Bad Goalie
Registered User
- Jan 2, 2014
- 20,094
- 8,818
It's just possible he plays better up here than in Utica defensively. The superior structure here could mask his defensive deficiencies.
You could be right, but he will face one on ones in the NHL just like he does in Utica and he has been walked on many occasions like a highway directional cone. The forwards at the NHL level are more skilled and faster.
He will have to make passes under supreme duress where he has choked on many occasions and flipped weak passes into nowhere or made the blind backhand pass hoping he had a mate in the vicinity only to find out he passed the puck directly to an opponent. He has also passed the puck to a mate covered like a blanket and left that guy to deal with the pressure. The NHL forecheckers are faster, harder hitting, and better at cutting off passing lanes. He is weak at the net front and abandons his D-spot too soon in order to get up ice on the attack, which has left him somewhere out above the circle to the blueline when the opponent has the puck back down low working to score against one less D-man.
Someone is always bailing this guy out and a I wonder how long his +17 can last. His offesnsive numbers have allowed him to get halfway there and the efforts of others have saved his ass over and over again.
Not so sure this defensive style translates to 2-way D like Green will expect. He gave Subban free license to create as long as he carried out his own zone responsibilities first. That minimized his numbers, but he put up 36 points in both seasons under Green. Defensively he still proved to be a train wreck and was traded. Apparently the Ontario coach had tougher requirements greatly limiting his offense (8 Pts/36 GP) and Toronto was equally serious about the D first rule (18 Pts/48 GP).
Green, who was accused of stifling his offense, got a lot more production from him, but he was -5 and -12 his 2 years under Green. However, Ontario wasn't any more successful with him defensively, -9 while getting almost nothing from him offensively.The Marlies got his D under control, -1 and garnered a little more offense from him, but nothing special.

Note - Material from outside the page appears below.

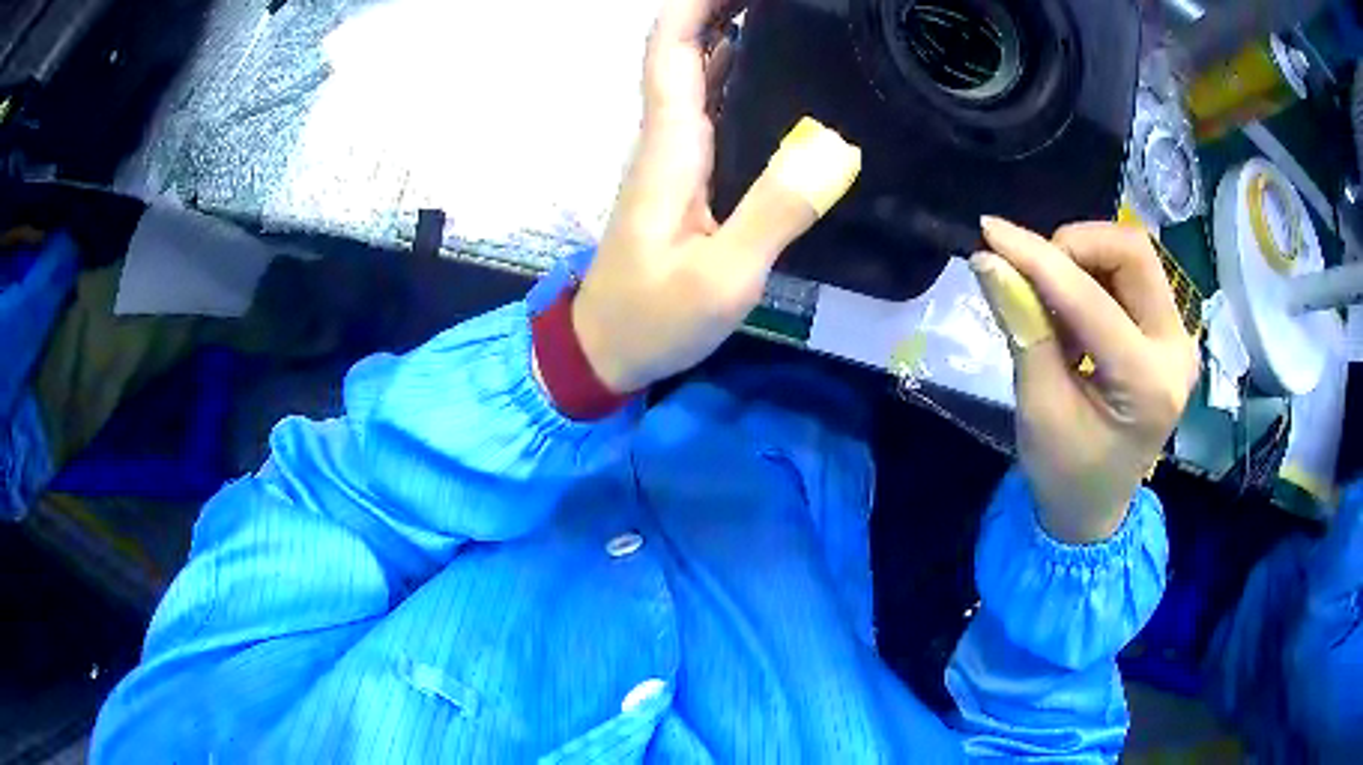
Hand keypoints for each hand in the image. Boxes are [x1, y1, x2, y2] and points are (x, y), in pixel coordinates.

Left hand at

He is currently in the EBEL, the Austrian elite league, where he has 15 Pts in 38 GP and is a whopping -17.
Brogan Rafferty has offensive stats padded by his PP 1 numbers. He can move the puck up ice if he gets it in open space. He dose not elude opponents in his own end with slick moves on his skates accompanied by elite stick handling. Given enough open ice he can eventually elude opponents, but taking the puck into traffic at the blueline he loses it on most occasions. He's real good where he's good, but very weak where he isn't. It's those weak areas that require him to keep working in the AHL so he doesn't bomb out before he's ready or just gets pigeon holed into a lesser role than he might have reached if left alone to develop. So far Vancouver is following that recipe. My handling of him would keep it that way.
He dearly misses, as does the rest of this D-corps, a real, actual veteran D-man of proven NHL talent like Schenn or Huskins. These kids would be improving in their development daily with an on ice/bench advisor, mentor/coach, role model. It was insane to expect a bunch of kids to actually go a full season and not level off and then regress as the competition got stronger and stronger. We have seen them start out very weak, improve above that level, and then hit a wall. Now we are seeing them regress to many of the same bad habits it seemed they were getting past. I blame this on 2 things. 1) A lack of coaching ability to get certain required details across to these kids and then not holding them responsible for repeated errors. 2) The failure to sign a veteran leader to bring these kids along. You ant the kids to develop? Bring in the guy(s) who have a better chance of making that happen and you have to be willing to pay for it. It doesn't matter if the guy is on a 2-way. You don't even have to have him on an NHL contract. Give NHL money on an AHL contract and give him some term if that helps sign him. Crimey, they have given Bancks and Hamilton 2 successive 2-yr contracts. Wouldn't that money have been better spent signing a guy who can help get the D on top of their game? A top team gets built from the goal out. Vancouver slipped up big time by overlooking the middle part which I consider the most important piece. It doesn't matter how many goals you score if you allow the opponent to score more.